» **Work required**
Return the entries below in full. Keep every word as it is.

» **Material provided**
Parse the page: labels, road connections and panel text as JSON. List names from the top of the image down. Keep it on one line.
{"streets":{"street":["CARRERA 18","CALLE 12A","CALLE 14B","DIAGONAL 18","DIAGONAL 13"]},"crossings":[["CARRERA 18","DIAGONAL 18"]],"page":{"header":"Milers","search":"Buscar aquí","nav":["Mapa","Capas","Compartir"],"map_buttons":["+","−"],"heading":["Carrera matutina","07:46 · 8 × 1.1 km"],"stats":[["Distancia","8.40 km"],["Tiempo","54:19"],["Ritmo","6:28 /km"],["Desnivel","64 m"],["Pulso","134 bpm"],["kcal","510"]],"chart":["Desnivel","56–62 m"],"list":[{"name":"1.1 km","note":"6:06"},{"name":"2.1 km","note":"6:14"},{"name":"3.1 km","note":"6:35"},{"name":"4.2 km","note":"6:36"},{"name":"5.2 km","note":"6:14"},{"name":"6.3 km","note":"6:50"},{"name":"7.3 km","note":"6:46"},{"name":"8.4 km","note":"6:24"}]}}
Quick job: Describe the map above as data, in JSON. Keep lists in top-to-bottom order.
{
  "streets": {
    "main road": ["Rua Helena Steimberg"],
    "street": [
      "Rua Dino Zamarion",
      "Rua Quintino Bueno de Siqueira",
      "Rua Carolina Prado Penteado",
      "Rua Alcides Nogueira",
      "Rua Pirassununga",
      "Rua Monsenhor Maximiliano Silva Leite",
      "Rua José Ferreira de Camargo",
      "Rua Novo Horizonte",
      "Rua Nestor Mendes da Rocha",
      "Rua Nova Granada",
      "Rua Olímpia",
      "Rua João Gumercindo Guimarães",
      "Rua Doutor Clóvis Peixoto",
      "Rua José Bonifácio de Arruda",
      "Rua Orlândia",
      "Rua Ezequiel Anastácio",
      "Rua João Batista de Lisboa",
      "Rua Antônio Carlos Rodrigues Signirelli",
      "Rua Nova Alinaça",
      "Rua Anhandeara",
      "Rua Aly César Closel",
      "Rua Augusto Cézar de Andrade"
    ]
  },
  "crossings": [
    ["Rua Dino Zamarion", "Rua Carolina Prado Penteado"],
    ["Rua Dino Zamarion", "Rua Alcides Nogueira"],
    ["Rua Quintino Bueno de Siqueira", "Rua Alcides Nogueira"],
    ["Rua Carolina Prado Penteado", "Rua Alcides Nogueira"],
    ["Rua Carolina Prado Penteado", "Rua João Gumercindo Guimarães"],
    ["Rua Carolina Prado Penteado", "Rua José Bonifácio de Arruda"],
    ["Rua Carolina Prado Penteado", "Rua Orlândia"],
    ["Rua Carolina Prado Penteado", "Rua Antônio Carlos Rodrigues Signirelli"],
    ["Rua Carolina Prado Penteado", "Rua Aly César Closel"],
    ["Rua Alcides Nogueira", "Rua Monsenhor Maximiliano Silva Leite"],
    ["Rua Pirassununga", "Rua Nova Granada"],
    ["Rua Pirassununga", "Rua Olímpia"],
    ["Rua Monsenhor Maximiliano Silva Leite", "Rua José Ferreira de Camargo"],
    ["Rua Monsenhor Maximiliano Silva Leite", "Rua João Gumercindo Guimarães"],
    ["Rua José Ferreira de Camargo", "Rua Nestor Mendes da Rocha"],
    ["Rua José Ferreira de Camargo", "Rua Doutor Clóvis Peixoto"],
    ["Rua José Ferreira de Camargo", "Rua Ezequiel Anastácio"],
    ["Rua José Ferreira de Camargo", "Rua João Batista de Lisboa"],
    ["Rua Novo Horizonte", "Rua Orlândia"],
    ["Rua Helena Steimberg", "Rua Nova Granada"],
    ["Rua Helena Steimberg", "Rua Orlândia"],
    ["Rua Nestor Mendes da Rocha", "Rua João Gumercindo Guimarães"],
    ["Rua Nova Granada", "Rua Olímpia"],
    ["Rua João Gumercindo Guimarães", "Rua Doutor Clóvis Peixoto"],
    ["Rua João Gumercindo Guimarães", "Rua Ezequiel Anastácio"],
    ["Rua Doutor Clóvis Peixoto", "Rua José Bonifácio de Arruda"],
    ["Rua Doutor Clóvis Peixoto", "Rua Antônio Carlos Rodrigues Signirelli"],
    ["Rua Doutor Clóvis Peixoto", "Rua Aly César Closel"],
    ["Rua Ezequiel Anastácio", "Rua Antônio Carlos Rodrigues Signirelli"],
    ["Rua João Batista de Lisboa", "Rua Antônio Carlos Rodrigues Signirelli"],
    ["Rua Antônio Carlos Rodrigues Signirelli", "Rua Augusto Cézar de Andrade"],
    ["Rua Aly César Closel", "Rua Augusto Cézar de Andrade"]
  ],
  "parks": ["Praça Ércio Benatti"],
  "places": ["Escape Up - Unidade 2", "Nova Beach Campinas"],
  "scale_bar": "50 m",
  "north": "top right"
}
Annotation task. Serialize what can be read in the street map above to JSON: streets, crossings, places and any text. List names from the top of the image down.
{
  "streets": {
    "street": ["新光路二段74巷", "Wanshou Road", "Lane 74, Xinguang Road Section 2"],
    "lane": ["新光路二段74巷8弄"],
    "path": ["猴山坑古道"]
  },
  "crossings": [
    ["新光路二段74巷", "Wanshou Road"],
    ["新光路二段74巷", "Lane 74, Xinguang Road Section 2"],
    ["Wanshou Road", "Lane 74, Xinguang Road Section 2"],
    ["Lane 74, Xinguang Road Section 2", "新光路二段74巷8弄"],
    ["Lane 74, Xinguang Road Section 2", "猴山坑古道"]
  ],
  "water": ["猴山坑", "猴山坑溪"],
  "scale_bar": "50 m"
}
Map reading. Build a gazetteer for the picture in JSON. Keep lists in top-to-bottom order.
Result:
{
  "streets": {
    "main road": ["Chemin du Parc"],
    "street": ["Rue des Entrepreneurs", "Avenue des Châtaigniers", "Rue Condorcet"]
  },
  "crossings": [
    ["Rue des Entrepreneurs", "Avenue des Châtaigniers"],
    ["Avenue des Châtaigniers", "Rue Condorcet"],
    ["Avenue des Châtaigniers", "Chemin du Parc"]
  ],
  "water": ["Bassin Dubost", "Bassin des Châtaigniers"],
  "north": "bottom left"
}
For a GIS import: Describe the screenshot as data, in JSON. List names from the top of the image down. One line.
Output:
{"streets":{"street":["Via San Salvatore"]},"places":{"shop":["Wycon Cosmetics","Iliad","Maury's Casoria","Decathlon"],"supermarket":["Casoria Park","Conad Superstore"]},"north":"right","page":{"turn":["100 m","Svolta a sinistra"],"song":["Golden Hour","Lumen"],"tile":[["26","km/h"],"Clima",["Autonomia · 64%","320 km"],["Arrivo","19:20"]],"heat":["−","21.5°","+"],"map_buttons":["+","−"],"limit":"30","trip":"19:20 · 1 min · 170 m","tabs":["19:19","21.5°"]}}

» **Answer to this problem**
Parse the page: labels, road connections and panel text as JSON. List names from the top of the image down. Keep it on one line.
{"streets":{"street":["CARRERA 18","CALLE 12A","CALLE 14B","DIAGONAL 18","DIAGONAL 13"]},"crossings":[["CARRERA 18","DIAGONAL 18"]],"page":{"header":"Milers","search":"Buscar aquí","nav":["Mapa","Capas","Compartir"],"map_buttons":["+","−"],"heading":["Carrera matutina","07:46 · 8 × 1.1 km"],"stats":[["Distancia","8.40 km"],["Tiempo","54:19"],["Ritmo","6:28 /km"],["Desnivel","64 m"],["Pulso","134 bpm"],["kcal","510"]],"chart":["Desnivel","56–62 m"],"list":[{"name":"1.1 km","note":"6:06"},{"name":"2.1 km","note":"6:14"},{"name":"3.1 km","note":"6:35"},{"name":"4.2 km","note":"6:36"},{"name":"5.2 km","note":"6:14"},{"name":"6.3 km","note":"6:50"},{"name":"7.3 km","note":"6:46"},{"name":"8.4 km","note":"6:24"}]}}
Quick job: Describe the map above as data, in JSON. Keep lists in top-to-bottom order.
{
  "streets": {
    "main road": ["Rua Helena Steimberg"],
    "street": [
      "Rua Dino Zamarion",
      "Rua Quintino Bueno de Siqueira",
      "Rua Carolina Prado Penteado",
      "Rua Alcides Nogueira",
      "Rua Pirassununga",
      "Rua Monsenhor Maximiliano Silva Leite",
      "Rua José Ferreira de Camargo",
      "Rua Novo Horizonte",
      "Rua Nestor Mendes da Rocha",
      "Rua Nova Granada",
      "Rua Olímpia",
      "Rua João Gumercindo Guimarães",
      "Rua Doutor Clóvis Peixoto",
      "Rua José Bonifácio de Arruda",
      "Rua Orlândia",
      "Rua Ezequiel Anastácio",
      "Rua João Batista de Lisboa",
      "Rua Antônio Carlos Rodrigues Signirelli",
      "Rua Nova Alinaça",
      "Rua Anhandeara",
      "Rua Aly César Closel",
      "Rua Augusto Cézar de Andrade"
    ]
  },
  "crossings": [
    ["Rua Dino Zamarion", "Rua Carolina Prado Penteado"],
    ["Rua Dino Zamarion", "Rua Alcides Nogueira"],
    ["Rua Quintino Bueno de Siqueira", "Rua Alcides Nogueira"],
    ["Rua Carolina Prado Penteado", "Rua Alcides Nogueira"],
    ["Rua Carolina Prado Penteado", "Rua João Gumercindo Guimarães"],
    ["Rua Carolina Prado Penteado", "Rua José Bonifácio de Arruda"],
    ["Rua Carolina Prado Penteado", "Rua Orlândia"],
    ["Rua Carolina Prado Penteado", "Rua Antônio Carlos Rodrigues Signirelli"],
    ["Rua Carolina Prado Penteado", "Rua Aly César Closel"],
    ["Rua Alcides Nogueira", "Rua Monsenhor Maximiliano Silva Leite"],
    ["Rua Pirassununga", "Rua Nova Granada"],
    ["Rua Pirassununga", "Rua Olímpia"],
    ["Rua Monsenhor Maximiliano Silva Leite", "Rua José Ferreira de Camargo"],
    ["Rua Monsenhor Maximiliano Silva Leite", "Rua João Gumercindo Guimarães"],
    ["Rua José Ferreira de Camargo", "Rua Nestor Mendes da Rocha"],
    ["Rua José Ferreira de Camargo", "Rua Doutor Clóvis Peixoto"],
    ["Rua José Ferreira de Camargo", "Rua Ezequiel Anastácio"],
    ["Rua José Ferreira de Camargo", "Rua João Batista de Lisboa"],
    ["Rua Novo Horizonte", "Rua Orlândia"],
    ["Rua Helena Steimberg", "Rua Nova Granada"],
    ["Rua Helena Steimberg", "Rua Orlândia"],
    ["Rua Nestor Mendes da Rocha", "Rua João Gumercindo Guimarães"],
    ["Rua Nova Granada", "Rua Olímpia"],
    ["Rua João Gumercindo Guimarães", "Rua Doutor Clóvis Peixoto"],
    ["Rua João Gumercindo Guimarães", "Rua Ezequiel Anastácio"],
    ["Rua Doutor Clóvis Peixoto", "Rua José Bonifácio de Arruda"],
    ["Rua Doutor Clóvis Peixoto", "Rua Antônio Carlos Rodrigues Signirelli"],
    ["Rua Doutor Clóvis Peixoto", "Rua Aly César Closel"],
    ["Rua Ezequiel Anastácio", "Rua Antônio Carlos Rodrigues Signirelli"],
    ["Rua João Batista de Lisboa", "Rua Antônio Carlos Rodrigues Signirelli"],
    ["Rua Antônio Carlos Rodrigues Signirelli", "Rua Augusto Cézar de Andrade"],
    ["Rua Aly César Closel", "Rua Augusto Cézar de Andrade"]
  ],
  "parks": ["Praça Ércio Benatti"],
  "places": ["Escape Up - Unidade 2", "Nova Beach Campinas"],
  "scale_bar": "50 m",
  "north": "top right"
}
Annotation task. Serialize what can be read in the street map above to JSON: streets, crossings, places and any text. List names from the top of the image down.
{
  "streets": {
    "street": ["新光路二段74巷", "Wanshou Road", "Lane 74, Xinguang Road Section 2"],
    "lane": ["新光路二段74巷8弄"],
    "path": ["猴山坑古道"]
  },
  "crossings": [
    ["新光路二段74巷", "Wanshou Road"],
    ["新光路二段74巷", "Lane 74, Xinguang Road Section 2"],
    ["Wanshou Road", "Lane 74, Xinguang Road Section 2"],
    ["Lane 74, Xinguang Road Section 2", "新光路二段74巷8弄"],
    ["Lane 74, Xinguang Road Section 2", "猴山坑古道"]
  ],
  "water": ["猴山坑", "猴山坑溪"],
  "scale_bar": "50 m"
}
Map reading. Build a gazetteer for the picture in JSON. Keep lists in top-to-bottom order.
Result:
{
  "streets": {
    "main road": ["Chemin du Parc"],
    "street": ["Rue des Entrepreneurs", "Avenue des Châtaigniers", "Rue Condorcet"]
  },
  "crossings": [
    ["Rue des Entrepreneurs", "Avenue des Châtaigniers"],
    ["Avenue des Châtaigniers", "Rue Condorcet"],
    ["Avenue des Châtaigniers", "Chemin du Parc"]
  ],
  "water": ["Bassin Dubost", "Bassin des Châtaigniers"],
  "north": "bottom left"
}
For a GIS import: Describe the screenshot as data, in JSON. List names from the top of the image down. One line.
Output:
{"streets":{"street":["Via San Salvatore"]},"places":{"shop":["Wycon Cosmetics","Iliad","Maury's Casoria","Decathlon"],"supermarket":["Casoria Park","Conad Superstore"]},"north":"right","page":{"turn":["100 m","Svolta a sinistra"],"song":["Golden Hour","Lumen"],"tile":[["26","km/h"],"Clima",["Autonomia · 64%","320 km"],["Arrivo","19:20"]],"heat":["−","21.5°","+"],"map_buttons":["+","−"],"limit":"30","trip":"19:20 · 1 min · 170 m","tabs":["19:19","21.5°"]}}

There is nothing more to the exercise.